The recent chromosomal mapping of the genes for two different autosomal dominant inherited predispositions to multiple endocrine neoplasias promises to be a significant breakthrough for the understanding of the pathogenesis of such lesions. Multiple endocrine neoplasia type 1 (MEN1) associates primary hyperparathyroidism, lesions of the endocrine pancreas and pituitary adenomas. The first hint that the MEN1 gene is localized on chromosome 11 came from the finding of allele losses in MEN1 associated tumours.
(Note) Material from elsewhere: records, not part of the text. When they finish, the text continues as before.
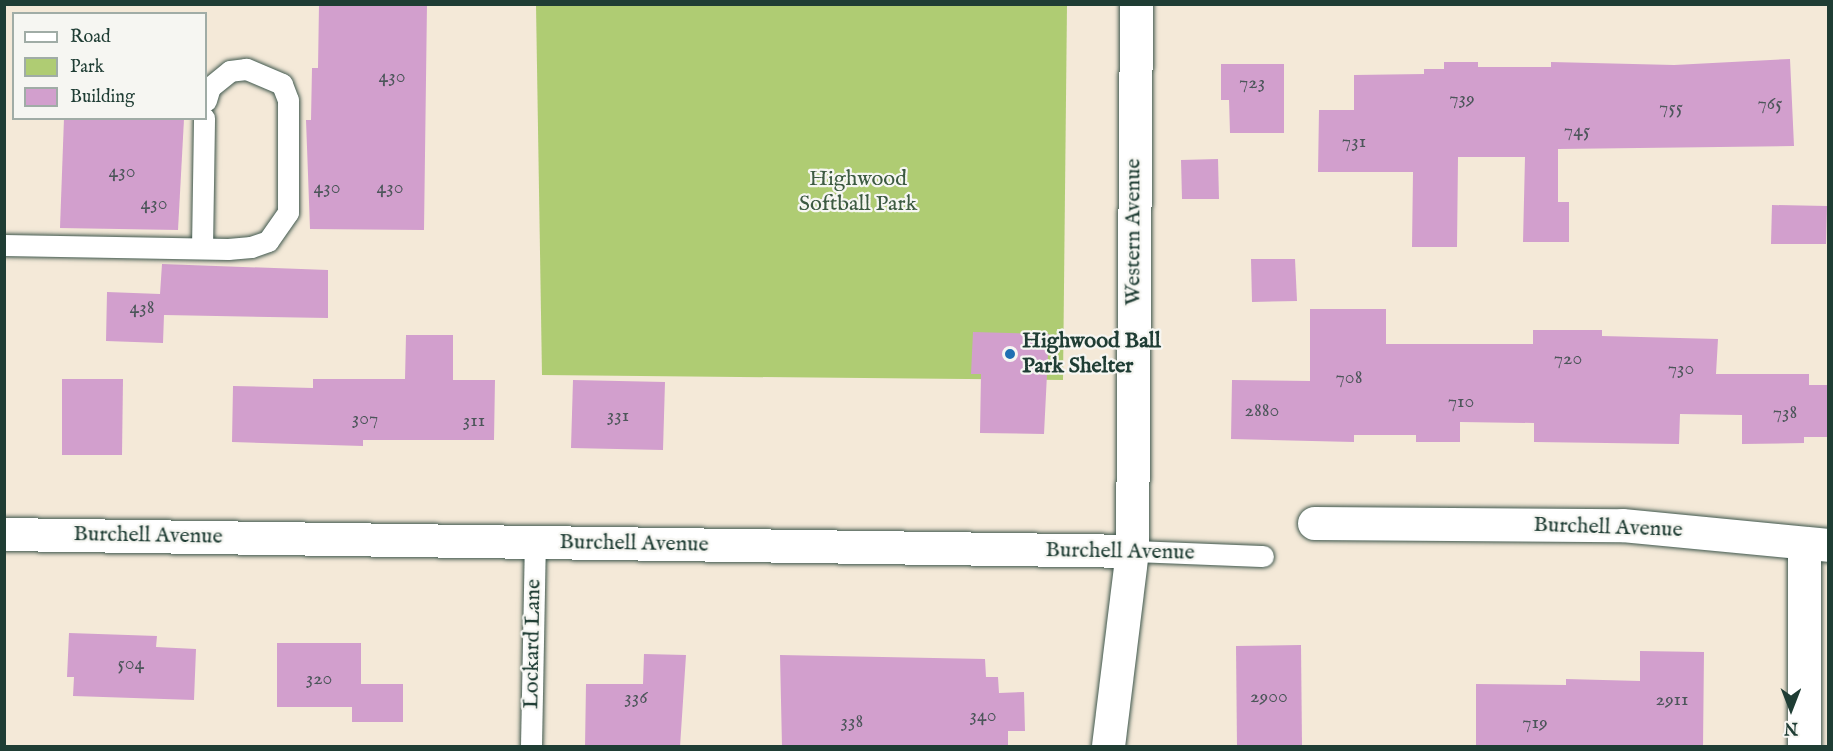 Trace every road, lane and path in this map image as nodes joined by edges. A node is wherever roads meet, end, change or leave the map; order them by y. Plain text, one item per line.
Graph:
1 (1136, 4) edge
2 (207, 97) edge
3 (204, 120) edge
4 (4, 245) edge
5 (202, 248) junction
6 (1314, 523) dead end
7 (4, 534) edge
8 (535, 542) junction
9 (1816, 544) edge
10 (1132, 551) junction
11 (1263, 556) dead end
12 (531, 747) edge
13 (1108, 747) edge
14 (1804, 747) edge

1 - 10 street, Western Avenue
2 - 5 lane
3 - 5 lane
4 - 5 lane
6 - 9 street, Burchell Avenue
7 - 8 street, Burchell Avenue
8 - 10 street, Burchell Avenue
8 - 12 lane, Lockard Lane
9 - 14 street
10 - 11 lane, Burchell Avenue
10 - 13 street, Western Avenue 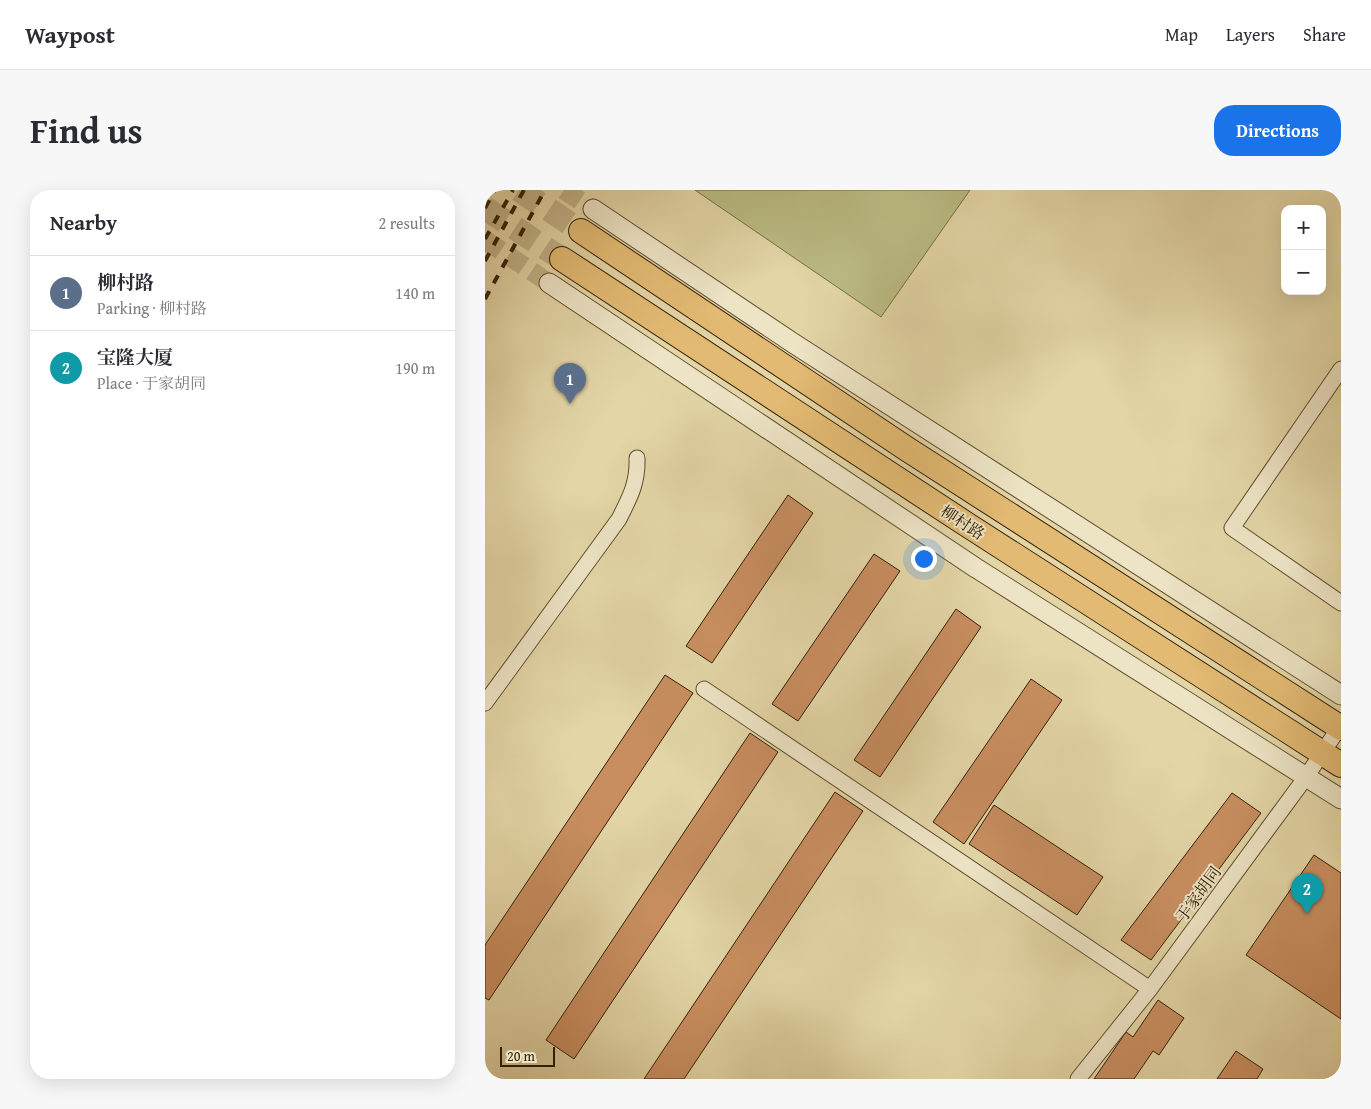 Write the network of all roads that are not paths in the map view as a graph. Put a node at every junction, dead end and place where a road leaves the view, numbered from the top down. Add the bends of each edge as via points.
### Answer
1 (593, 209) tunnel mouth
2 (581, 231) tunnel mouth
3 (562, 259) tunnel mouth
4 (549, 283) tunnel mouth
5 (1341, 369) edge
6 (637, 458) dead end
7 (1341, 603) edge
8 (704, 689) dead end
9 (1341, 694) edge
10 (485, 703) edge
11 (1341, 727) edge
12 (1332, 759) edge
13 (1306, 777) junction
14 (1341, 799) edge
15 (1150, 989) junction
16 (1078, 1079) edge

1 - 9 street via 793,343
2 - 11 main road, 柳村路 via 907,450
3 - 12 main road, 柳村路
4 - 13 street via 976,568
5 - 7 street via 1232,528
6 - 10 street via 638,472 632,493 619,519
8 - 15 street
11 - 12 street, 于家胡同
12 - 13 street, 于家胡同
13 - 14 street
13 - 15 street, 于家胡同
15 - 16 street, 于家胡同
Subsequent genetic linkage analysis to restriction fragment length polymorphism (RFLP) markers assigned the gene to chromosome band 11q13. MEN2A is characterized by medullary thyroid carcinoma and phaeochromocytoma. The disease locus was localized to the centromeric region of chromosome 10 by genetic linkage. For both syndromes genetic linkage maps of the flanking regions have been established, and a set of RFLP markers is now available for premorbid identification of gene carriers in affected families. Analysis of allele losses showed that tumorigenesis of parathyroid and pancreatic lesions results from unmasking of a recessive mutation at the MEN1 locus, and by deletion mapping the tentative MEN1 region was restricted to a few million base pairs. In contrast, such losses appear to be relatively rare in MEN2A associated lesions.